▶ [Task input]:
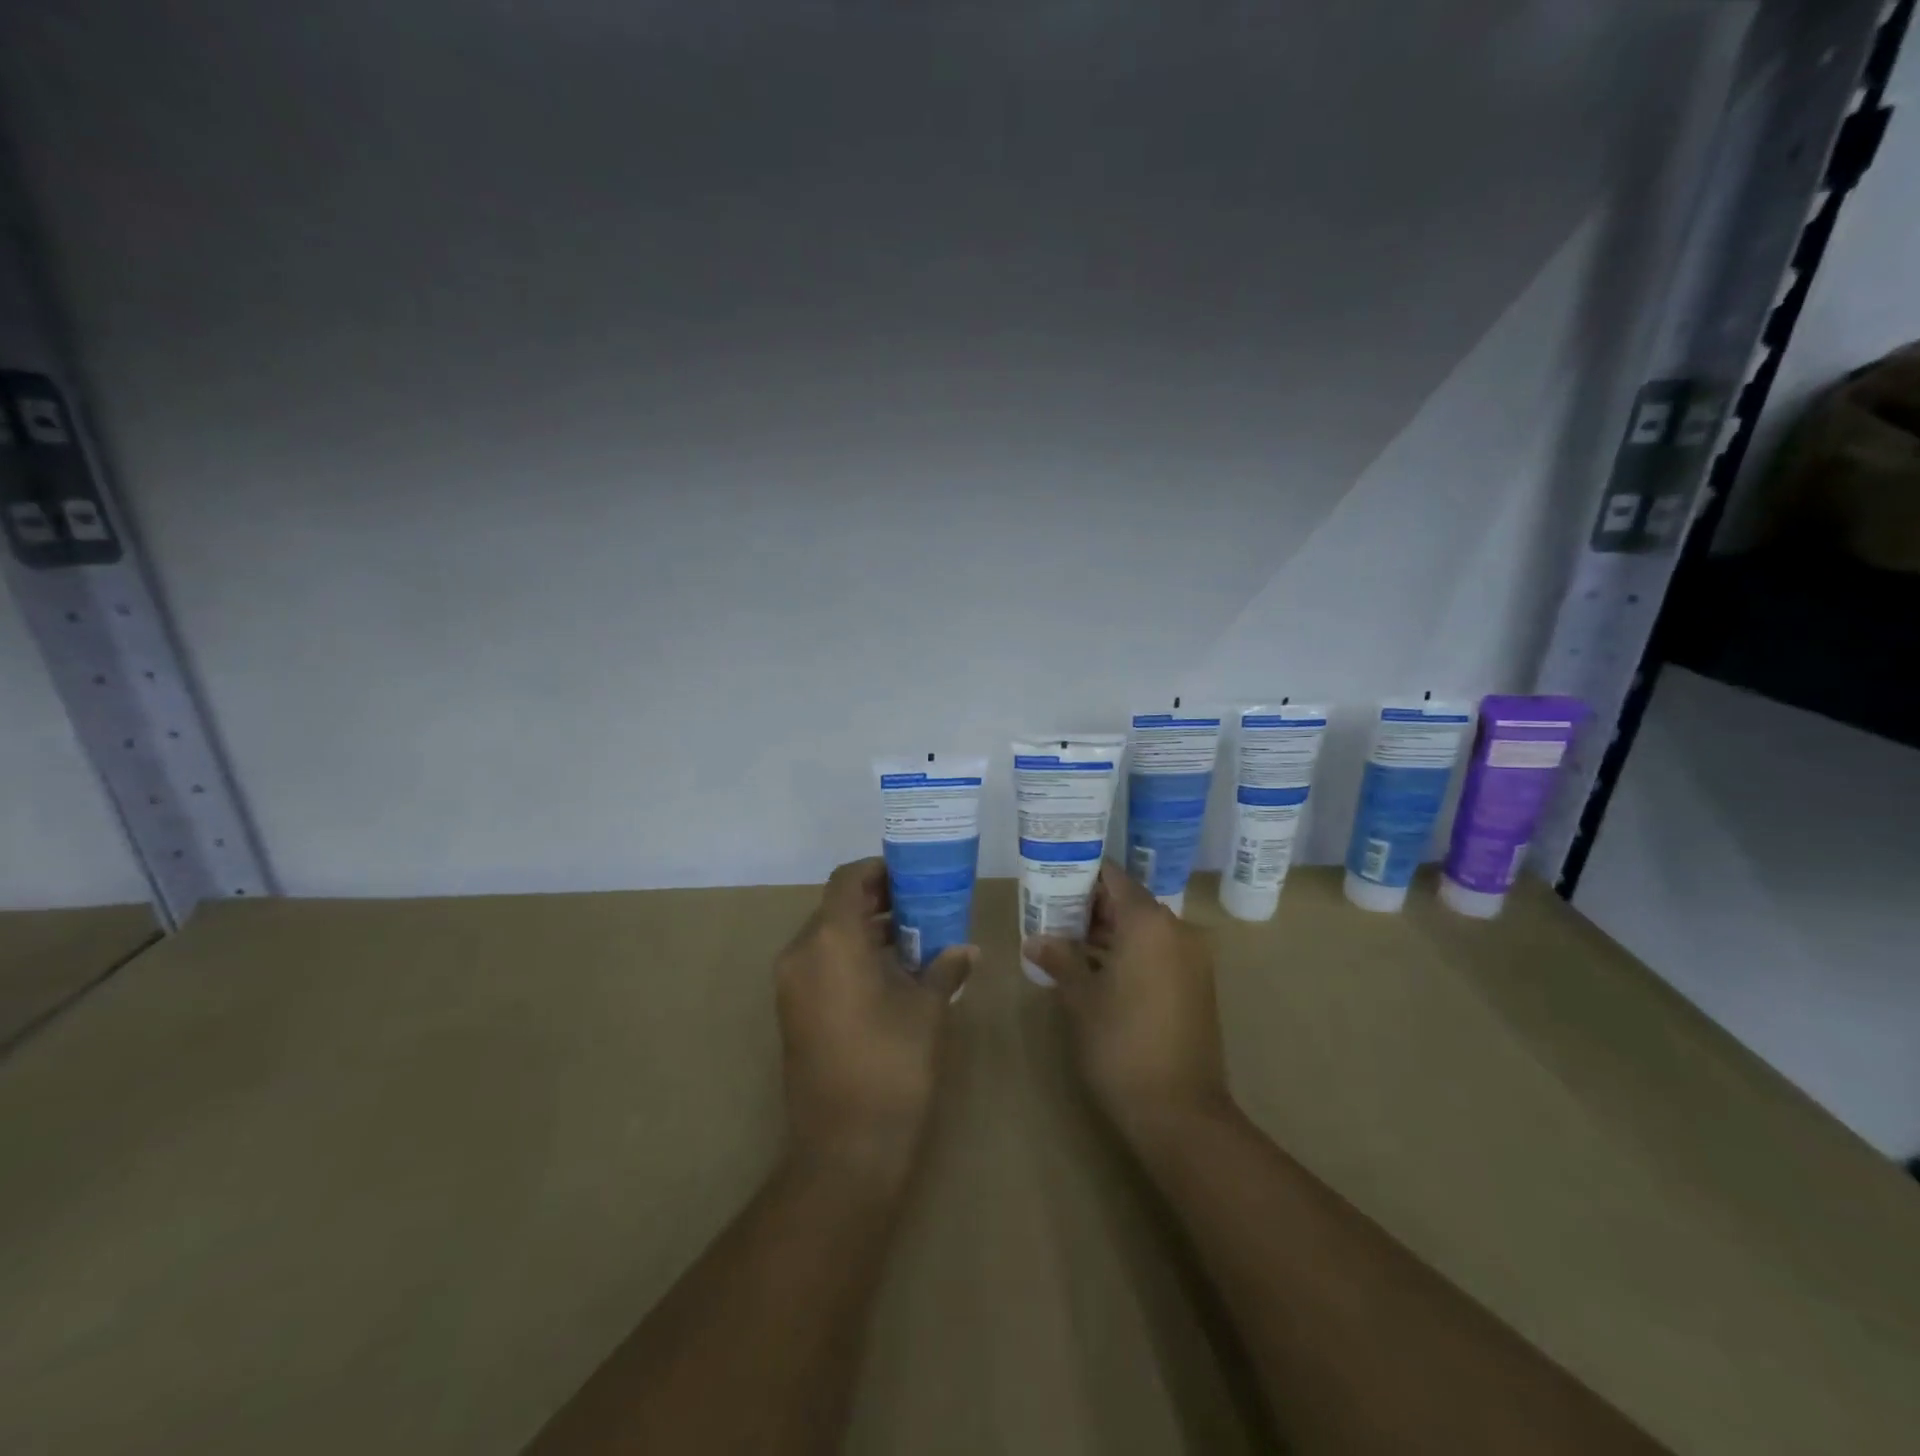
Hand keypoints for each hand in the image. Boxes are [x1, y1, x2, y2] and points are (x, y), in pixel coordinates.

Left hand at [775, 859, 976, 1188]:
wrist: (845, 1148)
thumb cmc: (892, 1065)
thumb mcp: (927, 1010)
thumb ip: (946, 968)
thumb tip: (967, 949)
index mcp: (831, 940)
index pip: (847, 880)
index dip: (879, 870)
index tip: (913, 874)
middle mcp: (801, 953)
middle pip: (836, 906)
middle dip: (878, 899)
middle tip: (922, 903)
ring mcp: (791, 985)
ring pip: (827, 936)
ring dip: (865, 929)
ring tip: (914, 936)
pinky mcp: (792, 1012)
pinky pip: (820, 964)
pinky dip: (851, 956)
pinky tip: (891, 972)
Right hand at [1023, 862, 1231, 1149]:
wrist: (1180, 1111)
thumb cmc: (1121, 1043)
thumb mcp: (1081, 998)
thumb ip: (1059, 959)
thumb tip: (1034, 939)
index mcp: (1149, 923)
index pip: (1113, 878)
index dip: (1083, 875)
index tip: (1053, 878)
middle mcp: (1177, 930)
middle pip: (1130, 902)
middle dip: (1092, 906)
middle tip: (1053, 913)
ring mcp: (1192, 959)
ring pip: (1145, 929)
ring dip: (1111, 932)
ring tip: (1068, 940)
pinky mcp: (1197, 985)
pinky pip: (1159, 952)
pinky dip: (1131, 953)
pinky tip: (1098, 969)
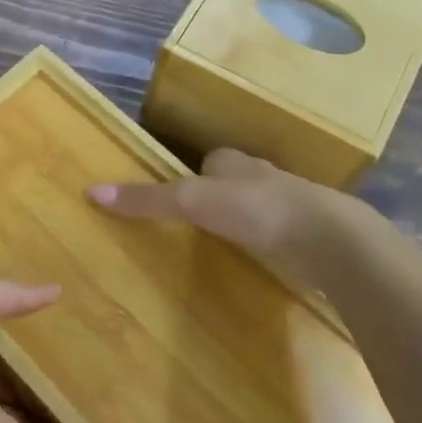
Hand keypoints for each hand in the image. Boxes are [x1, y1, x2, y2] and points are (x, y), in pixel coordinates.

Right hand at [88, 148, 376, 294]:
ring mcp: (289, 207)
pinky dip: (268, 245)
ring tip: (224, 244)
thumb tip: (92, 192)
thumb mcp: (192, 200)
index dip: (196, 172)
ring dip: (245, 221)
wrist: (328, 237)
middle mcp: (262, 178)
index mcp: (234, 162)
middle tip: (198, 221)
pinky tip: (260, 262)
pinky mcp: (308, 236)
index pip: (211, 161)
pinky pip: (279, 236)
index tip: (180, 193)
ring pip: (259, 209)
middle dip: (220, 196)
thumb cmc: (255, 208)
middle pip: (234, 183)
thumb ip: (147, 198)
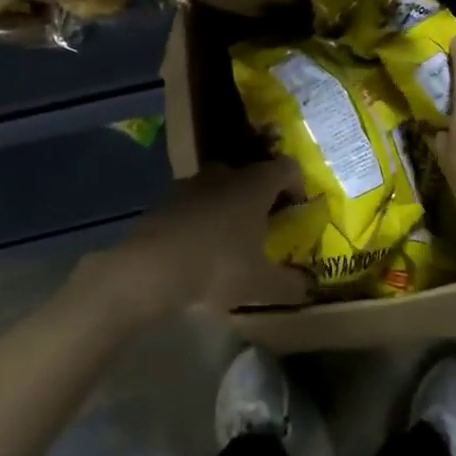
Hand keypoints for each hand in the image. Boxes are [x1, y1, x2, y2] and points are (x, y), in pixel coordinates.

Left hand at [94, 159, 307, 318]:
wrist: (148, 269)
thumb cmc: (216, 266)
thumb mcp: (262, 285)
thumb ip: (290, 284)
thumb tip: (308, 287)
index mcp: (255, 184)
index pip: (287, 168)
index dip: (297, 185)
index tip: (296, 209)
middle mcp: (225, 174)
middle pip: (250, 175)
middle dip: (259, 197)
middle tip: (263, 227)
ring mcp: (190, 185)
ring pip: (218, 189)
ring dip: (226, 208)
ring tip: (227, 242)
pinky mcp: (163, 201)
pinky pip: (191, 205)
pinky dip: (199, 221)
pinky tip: (196, 250)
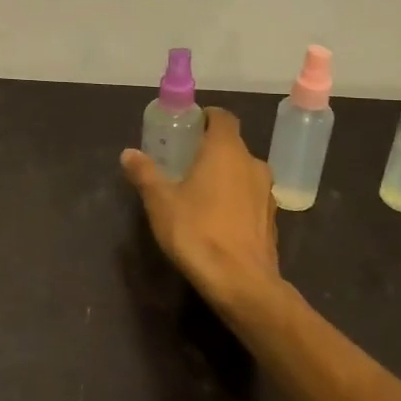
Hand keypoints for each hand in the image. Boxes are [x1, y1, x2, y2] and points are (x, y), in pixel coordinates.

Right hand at [121, 107, 281, 321]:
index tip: (186, 128)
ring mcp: (266, 192)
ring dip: (224, 175)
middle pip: (232, 144)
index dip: (205, 118)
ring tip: (198, 192)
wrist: (242, 283)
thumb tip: (128, 153)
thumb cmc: (197, 232)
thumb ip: (144, 173)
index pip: (222, 117)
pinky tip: (216, 218)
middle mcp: (252, 163)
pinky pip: (250, 196)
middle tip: (183, 162)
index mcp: (226, 150)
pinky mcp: (271, 219)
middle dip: (209, 149)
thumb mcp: (160, 201)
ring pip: (242, 171)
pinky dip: (235, 198)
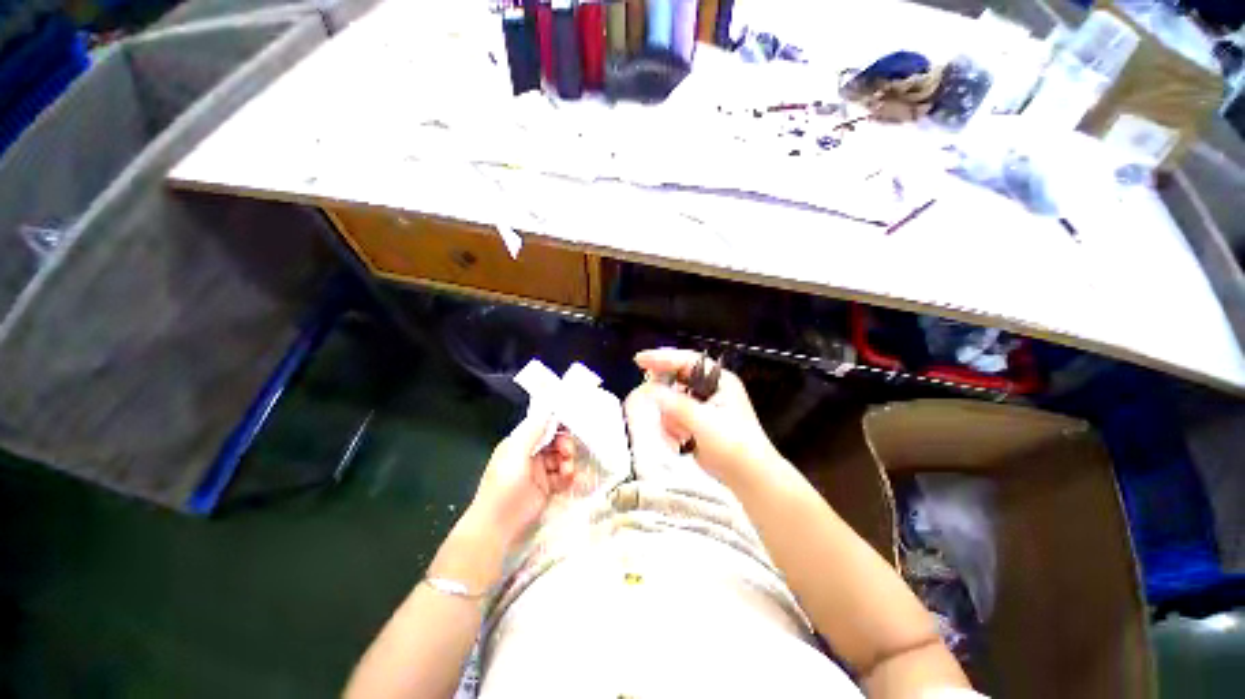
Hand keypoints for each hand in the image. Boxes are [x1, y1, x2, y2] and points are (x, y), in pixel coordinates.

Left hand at [467, 414, 577, 548]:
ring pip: (561, 459)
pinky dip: (568, 476)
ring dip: (568, 462)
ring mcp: (539, 471)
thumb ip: (534, 431)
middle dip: (565, 445)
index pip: (542, 427)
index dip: (557, 427)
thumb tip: (548, 411)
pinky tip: (568, 479)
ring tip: (567, 471)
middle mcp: (530, 454)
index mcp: (519, 443)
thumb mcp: (517, 452)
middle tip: (568, 453)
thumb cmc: (504, 484)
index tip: (568, 429)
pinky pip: (562, 476)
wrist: (498, 524)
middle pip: (555, 442)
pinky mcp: (546, 487)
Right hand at [635, 348, 782, 486]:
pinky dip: (673, 427)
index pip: (686, 361)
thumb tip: (650, 390)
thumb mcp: (704, 422)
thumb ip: (676, 404)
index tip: (639, 360)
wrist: (748, 478)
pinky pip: (674, 415)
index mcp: (719, 380)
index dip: (662, 358)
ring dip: (670, 416)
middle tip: (648, 397)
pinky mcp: (697, 421)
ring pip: (672, 398)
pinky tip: (681, 441)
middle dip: (664, 391)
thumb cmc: (732, 446)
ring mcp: (703, 405)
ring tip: (681, 434)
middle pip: (677, 377)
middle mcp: (710, 388)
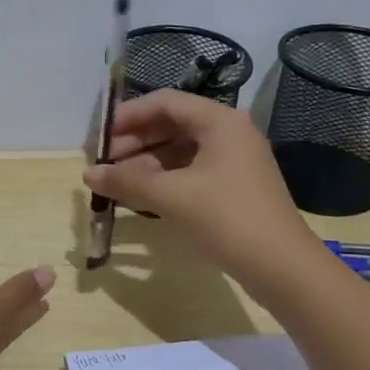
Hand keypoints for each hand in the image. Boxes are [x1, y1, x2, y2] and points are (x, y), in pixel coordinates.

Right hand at [83, 90, 316, 286]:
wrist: (281, 267)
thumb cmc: (226, 218)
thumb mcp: (171, 196)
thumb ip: (126, 181)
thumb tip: (88, 174)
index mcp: (220, 121)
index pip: (165, 102)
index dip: (129, 116)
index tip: (100, 137)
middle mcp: (229, 133)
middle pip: (172, 124)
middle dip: (135, 142)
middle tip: (104, 164)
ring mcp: (234, 161)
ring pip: (180, 151)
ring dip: (146, 163)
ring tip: (116, 183)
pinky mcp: (234, 187)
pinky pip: (190, 172)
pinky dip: (164, 180)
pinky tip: (141, 196)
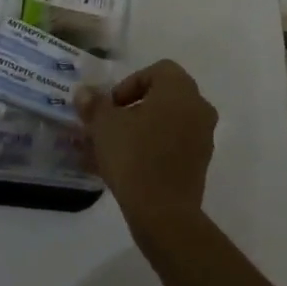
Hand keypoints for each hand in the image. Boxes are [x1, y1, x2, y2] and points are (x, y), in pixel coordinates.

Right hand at [74, 60, 215, 234]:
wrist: (163, 214)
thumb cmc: (134, 156)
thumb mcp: (104, 126)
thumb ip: (94, 105)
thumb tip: (83, 93)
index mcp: (179, 89)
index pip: (156, 71)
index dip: (129, 84)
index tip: (111, 107)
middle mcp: (198, 107)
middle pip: (162, 97)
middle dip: (134, 108)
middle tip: (111, 125)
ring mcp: (203, 137)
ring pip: (167, 123)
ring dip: (142, 129)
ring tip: (114, 148)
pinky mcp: (200, 165)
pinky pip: (173, 146)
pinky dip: (153, 149)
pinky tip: (127, 166)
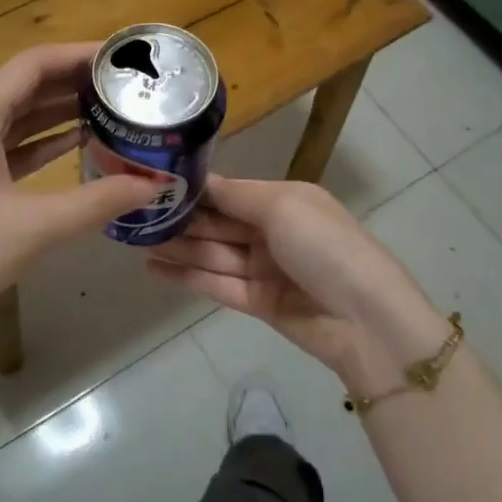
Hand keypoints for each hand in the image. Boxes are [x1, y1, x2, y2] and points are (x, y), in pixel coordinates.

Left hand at [0, 43, 157, 346]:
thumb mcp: (34, 227)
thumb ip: (97, 202)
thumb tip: (155, 185)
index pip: (33, 64)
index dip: (79, 55)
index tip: (122, 59)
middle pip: (24, 85)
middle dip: (74, 82)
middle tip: (125, 86)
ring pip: (15, 115)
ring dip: (58, 111)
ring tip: (110, 109)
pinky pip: (5, 143)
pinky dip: (39, 141)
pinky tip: (75, 144)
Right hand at [146, 176, 431, 375]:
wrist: (366, 321)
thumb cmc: (325, 248)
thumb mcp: (283, 206)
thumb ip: (236, 194)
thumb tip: (201, 180)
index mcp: (285, 201)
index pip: (230, 191)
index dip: (195, 190)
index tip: (154, 184)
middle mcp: (273, 231)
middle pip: (218, 223)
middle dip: (181, 219)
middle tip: (135, 215)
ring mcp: (265, 269)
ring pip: (212, 254)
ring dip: (177, 247)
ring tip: (136, 240)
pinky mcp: (258, 303)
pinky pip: (216, 284)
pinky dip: (186, 276)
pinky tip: (154, 268)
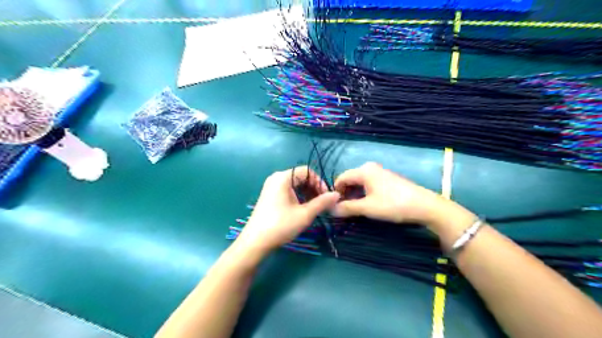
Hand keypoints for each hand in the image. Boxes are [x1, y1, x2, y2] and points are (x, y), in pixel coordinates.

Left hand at [234, 166, 337, 256]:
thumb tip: (337, 195)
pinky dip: (298, 196)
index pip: (307, 171)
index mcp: (283, 177)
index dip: (319, 182)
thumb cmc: (281, 225)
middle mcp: (276, 178)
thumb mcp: (305, 214)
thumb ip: (322, 202)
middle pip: (300, 176)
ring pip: (294, 184)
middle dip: (314, 188)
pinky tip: (302, 208)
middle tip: (322, 202)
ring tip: (314, 206)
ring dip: (307, 192)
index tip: (327, 196)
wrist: (256, 242)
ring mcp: (271, 186)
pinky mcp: (269, 195)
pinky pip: (287, 190)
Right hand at [332, 161, 448, 226]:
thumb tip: (331, 210)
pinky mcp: (386, 179)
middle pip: (350, 179)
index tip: (335, 207)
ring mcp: (379, 172)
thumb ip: (347, 208)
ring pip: (359, 183)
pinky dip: (363, 193)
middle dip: (345, 194)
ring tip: (355, 209)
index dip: (335, 192)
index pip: (341, 178)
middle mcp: (370, 168)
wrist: (424, 205)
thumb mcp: (368, 208)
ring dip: (354, 195)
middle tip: (344, 210)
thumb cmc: (393, 204)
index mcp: (363, 171)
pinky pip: (368, 184)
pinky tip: (367, 204)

▶ [Work to be completed]:
Using the entries above, write out exactly the lines from the one with "index dip: (205, 118)" through the one with "middle mcp: (710, 388)", ends included. Leave out any pictures.

▶ [Final answer]:
index dip: (205, 118)
ring tip: (198, 192)
wrist: (242, 283)
thumb tip: (128, 153)
thumb cmc: (197, 232)
thumb ip: (144, 173)
index pip: (222, 117)
pinky tip: (216, 218)
middle mcp: (252, 163)
pinky pip: (250, 196)
middle tip: (183, 162)
index mcp: (226, 150)
pinky mcp: (271, 219)
middle dip: (209, 149)
thumb mcp: (160, 201)
ring pip: (242, 171)
pinky dip: (235, 198)
Hand keypoints for each hand in the image. Boxes are [x1, y1, x2, y2] and points are (x, y), in pixel coordinates.

Left hand at [467, 414, 577, 548]:
ring pip: (561, 459)
pinky dip: (568, 476)
ring dip: (568, 462)
ring mcp: (539, 471)
thumb ip: (534, 431)
middle dip: (565, 445)
index pip: (542, 427)
index dip: (557, 427)
thumb tip: (548, 411)
pinky tip: (568, 479)
ring tip: (567, 471)
middle mcp: (530, 454)
index mcp: (519, 443)
thumb mcp: (517, 452)
middle tip: (568, 453)
thumb cmc: (504, 484)
index tip: (568, 429)
pinky pip: (562, 476)
wrist: (498, 524)
middle pip: (555, 442)
pinky mcp: (546, 487)
Right hand at [635, 348, 782, 486]:
pinky dip: (673, 427)
index pip: (686, 361)
thumb tip: (650, 390)
thumb mcp: (704, 422)
thumb ip: (676, 404)
index tip: (639, 360)
wrist: (748, 478)
pinky pip: (674, 415)
index mcp: (719, 380)
index dip: (662, 358)
ring dip: (670, 416)
middle tip: (648, 397)
pinky mcp: (697, 421)
ring pip: (672, 398)
pinky tip: (681, 441)
middle dip: (664, 391)
thumb cmc: (732, 446)
ring mcp: (703, 405)
ring tip: (681, 434)
middle pip: (677, 377)
middle mcp: (710, 388)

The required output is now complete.